I am a little worried vanilla may end up making the mead cloying. I was originally going to backsweeten this, but now I am thinking since lavender and vanilla are required adjuncts for the challenge, I should add all my adjuncts first and sweeten later as part of final balancing if there is still room and need for it. There may not be, if we're already trying to avoid a cloying taste, adding honey may not help. We'll see what happens with further testing.
09/19/2022 - Ginger and cinnamon added to secondary
I'm going to need more bench trialing to figure out how much lavender and vanilla to add here but I decided I do want to go ahead with the cinnamon and ginger additions the original recipe I used as sort of a template called for.
Ginger skin was peeled off then it was chopped up, the cinnamon stick just went straight in.

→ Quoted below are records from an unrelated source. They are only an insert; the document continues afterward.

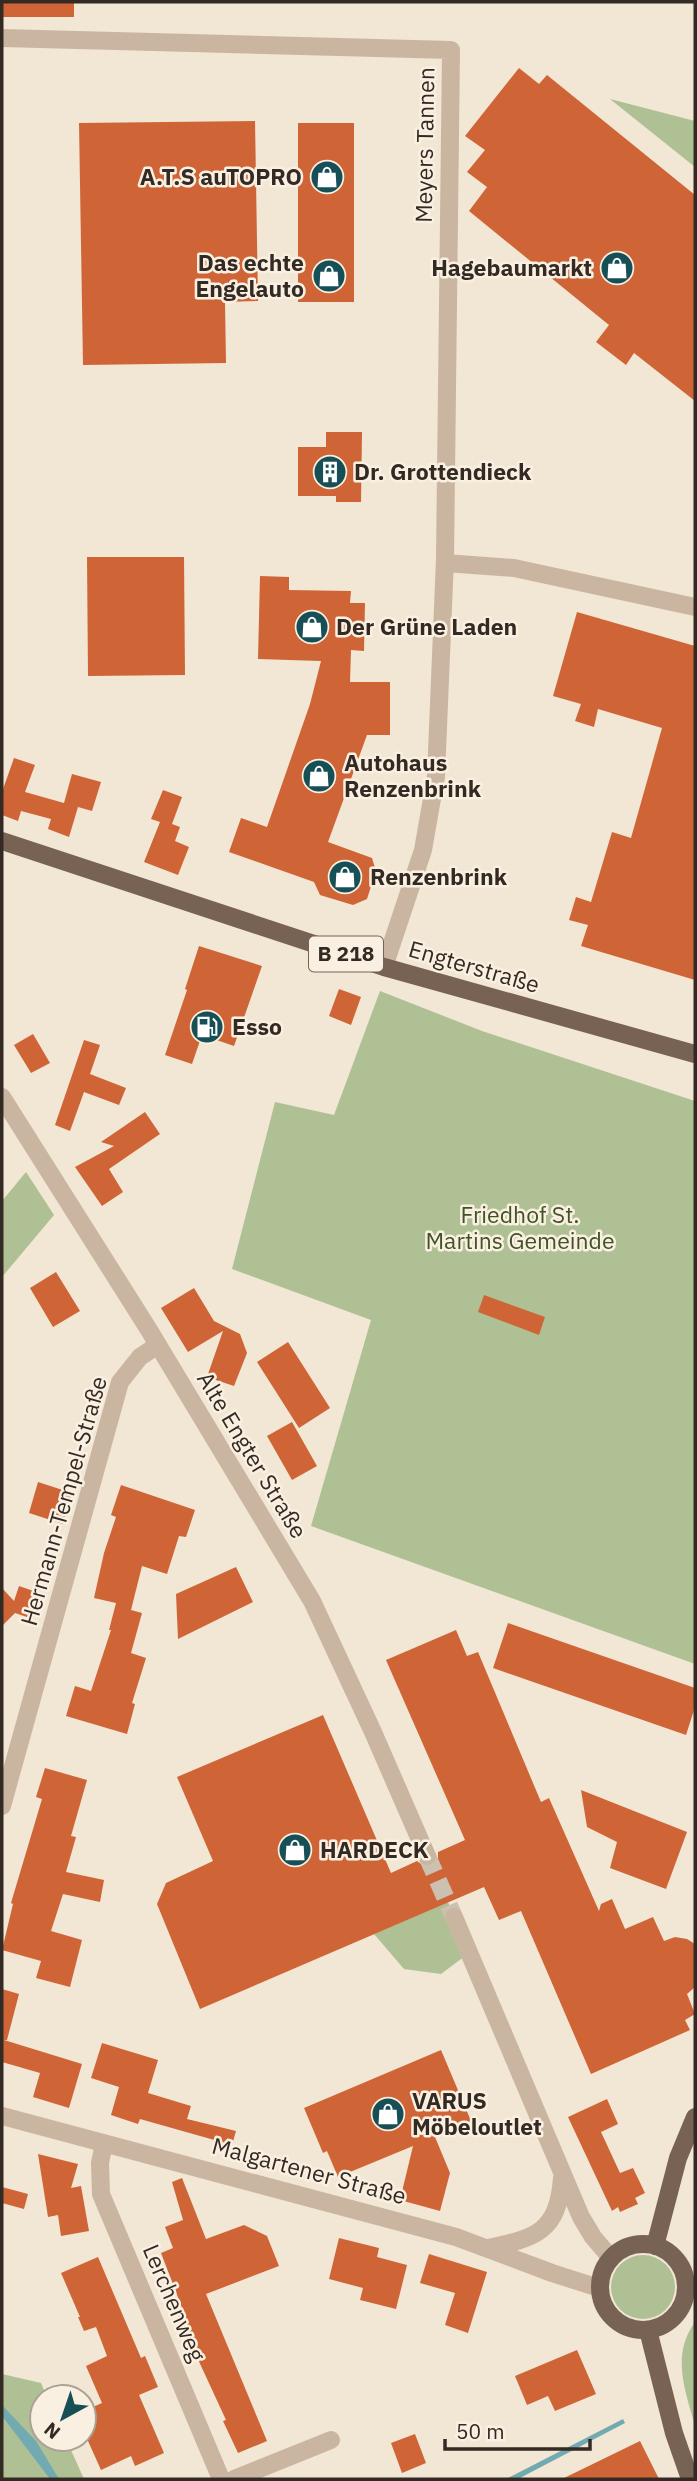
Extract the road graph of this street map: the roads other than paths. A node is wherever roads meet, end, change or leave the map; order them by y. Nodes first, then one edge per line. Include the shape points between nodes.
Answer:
1 (2, 38) edge
2 (445, 564) junction
3 (695, 607) edge
4 (2, 841) edge
5 (384, 967) junction
6 (695, 1054) edge
7 (2, 1097) edge
8 (158, 1345) junction
9 (2, 1805) edge
10 (427, 1856) tunnel mouth
11 (454, 1917) tunnel mouth
12 (2, 2116) edge
13 (695, 2118) edge
14 (104, 2143) junction
15 (563, 2175) junction
16 (655, 2246) junction
17 (488, 2248) junction
18 (611, 2258) junction
19 (599, 2288) junction
20 (648, 2330) junction
21 (331, 2440) dead end
22 (221, 2479) edge
23 (234, 2479) edge
24 (690, 2479) edge

1 - 2 street, Meyers Tannen via 451,50
2 - 3 street via 514,568
2 - 5 street, Meyers Tannen via 436,776 423,850
4 - 5 main road, Engterstraße / B 218
5 - 6 main road, Engterstraße / B 218
7 - 8 street, Alte Engter Straße
8 - 9 street, Hermann-Tempel-Straße via 140,1357 120,1382
8 - 10 street, Alte Engter Straße via 312,1601
11 - 15 street
12 - 14 street, Malgartener Straße
13 - 16 main road via 678,2158
14 - 17 street, Malgartener Straße
14 - 22 street, Lerchenweg via 101,2194
15 - 17 street via 556,2212 543,2229 519,2242
15 - 18 street via 587,2227
16 - 18 main road via 629,2246
16 - 20 main road via 679,2263 686,2291 674,2318
17 - 19 street, Malgartener Straße
18 - 19 main road
19 - 20 main road via 614,2319 633,2329
20 - 24 main road
21 - 23 street

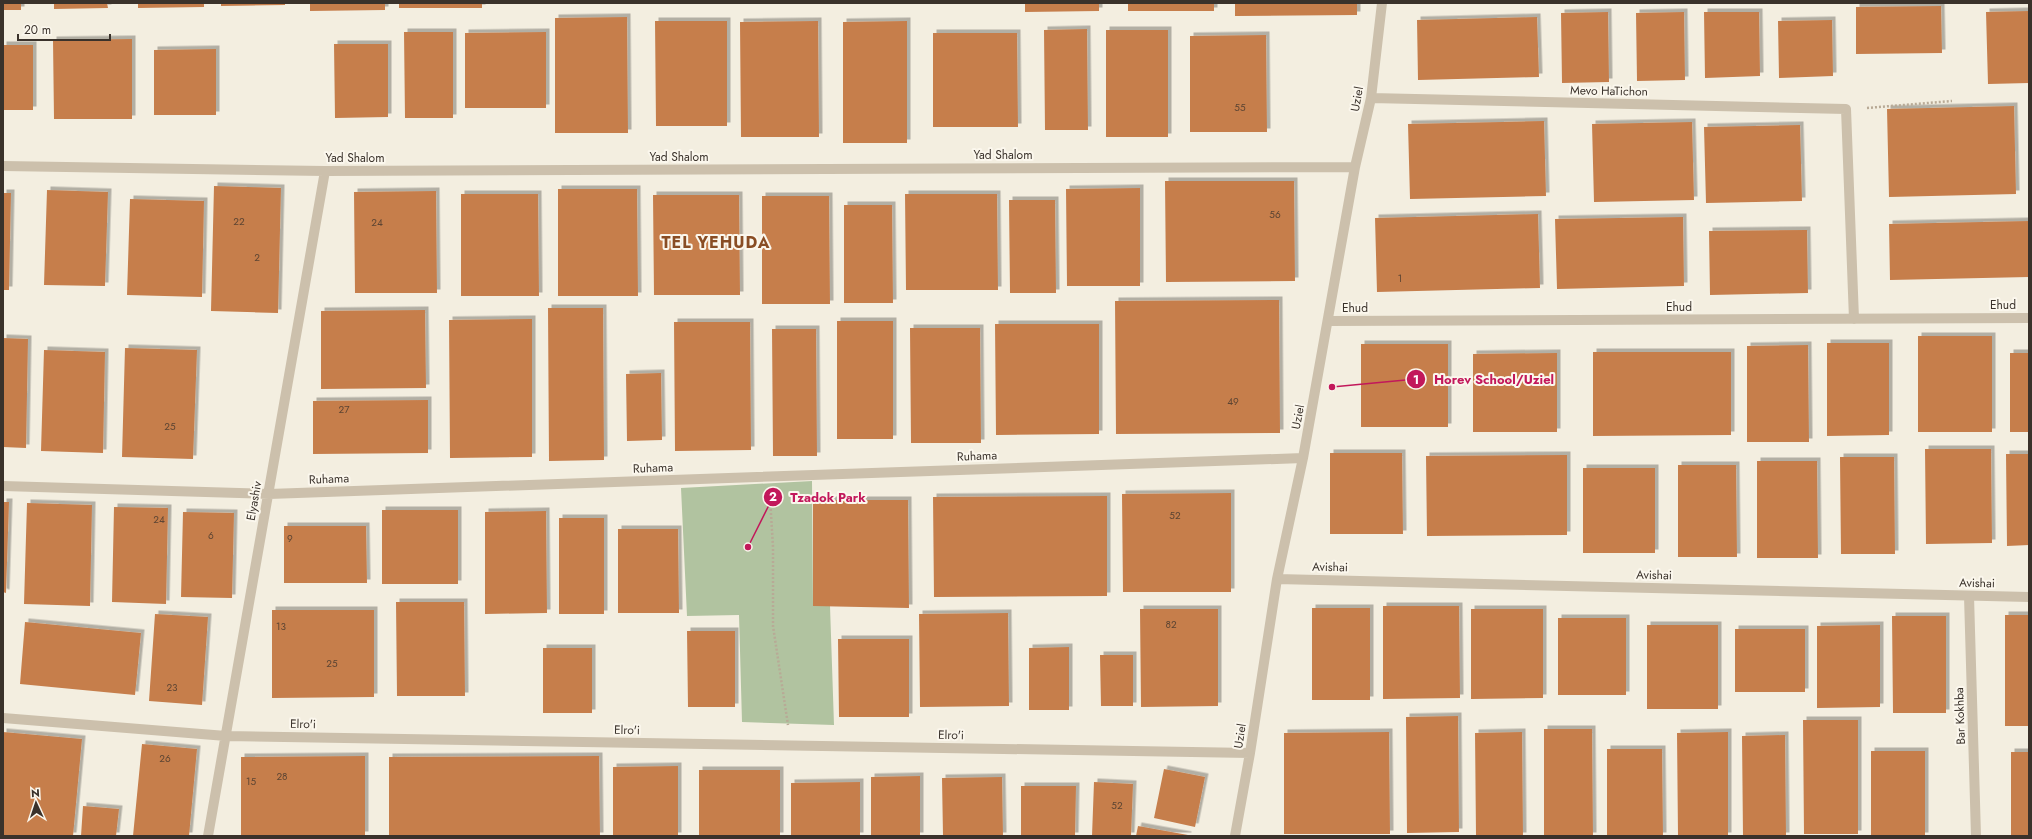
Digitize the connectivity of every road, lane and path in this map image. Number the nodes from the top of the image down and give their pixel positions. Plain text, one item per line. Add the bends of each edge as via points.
1 (1382, 3) edge
2 (1371, 98) junction
3 (1952, 101) dead end
4 (1846, 109) junction
5 (3, 166) edge
6 (1355, 167) junction
7 (325, 171) junction
8 (2029, 318) edge
9 (1854, 319) junction
10 (1329, 321) junction
11 (1303, 458) junction
12 (769, 477) junction
13 (3, 486) edge
14 (269, 494) junction
15 (1278, 579) junction
16 (1969, 596) junction
17 (2029, 597) edge
18 (3, 718) edge
19 (226, 736) junction
20 (791, 746) junction
21 (1250, 753) junction
22 (208, 836) edge
23 (1235, 836) edge
24 (1976, 836) edge

1 - 2 street, Uziel
2 - 4 street, Mevo HaTichon
2 - 6 street, Uziel
3 - 4 path
4 - 9 street
5 - 7 street, Yad Shalom
6 - 7 street, Yad Shalom
6 - 10 street, Uziel
7 - 14 street, Elyashiv
8 - 9 street, Ehud
9 - 10 street, Ehud
10 - 11 street, Uziel
11 - 12 street, Ruhama
11 - 15 street, Uziel
12 - 14 street, Ruhama
12 - 20 path via 773,547 773,626
13 - 14 street, Ruhama
14 - 19 street, Elyashiv
15 - 16 street, Avishai
15 - 21 street, Uziel
16 - 17 street, Avishai
16 - 24 street, Bar Kokhba
18 - 19 street, Elro'i
19 - 20 street, Elro'i
19 - 22 street, Elyashiv
20 - 21 street, Elro'i
21 - 23 street, Uziel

10/05/2022 - Taste test for ginger and cinnamon
Ginger is fairly forward now and the brew overall is fairly bitter - but that is just what I was hoping for at this point! Only time will tell if my plan works, but I know I still need to backsweeten and introduce the challenge adjuncts vanilla and lavender. I wanted this to be a little bitter in the hopes of avoiding becoming cloying with all the sweet and floral ingredients still to incorporate.
The complexity here is also great already, I think we've already got red wine levels of complexity (though of course the flavors are very different). I am a little worried the other flavors will throw the balance off - if this doesn't turn out great with vanilla and lavender I may try again without them because I think what I have right now is a good base to build off of (I'm just not sure the ingredients I have to use for the challenge are necessarily going to be the best ones to add here).
We'll see! But so far, so good!
12/06/2022 - Racked off the ginger
Ok wow, in retrospect and based on the last taste testing, it might have been a good idea to rack off the ginger sooner. Busy life nonsense, though - sometimes that happens to mead, and you gotta roll with it best you can. It's part of why I don't do more beer - mead is more likely to be ok with being abandoned for two months. Onward and upward!
12/16/2022 - Lavender and vanilla added
Managed to get the lavender and vanilla in today. Added 2 tbsp dry lavender blossoms and 1 vanilla bean, split open. Both are in a little reusable tea bag for slightly easier removal later.
01/04/2023 - Bottled
Tasting notes are currently not published here because the YouTube video is about to be published, but maybe I'll come back and update this with a written version later. Haha!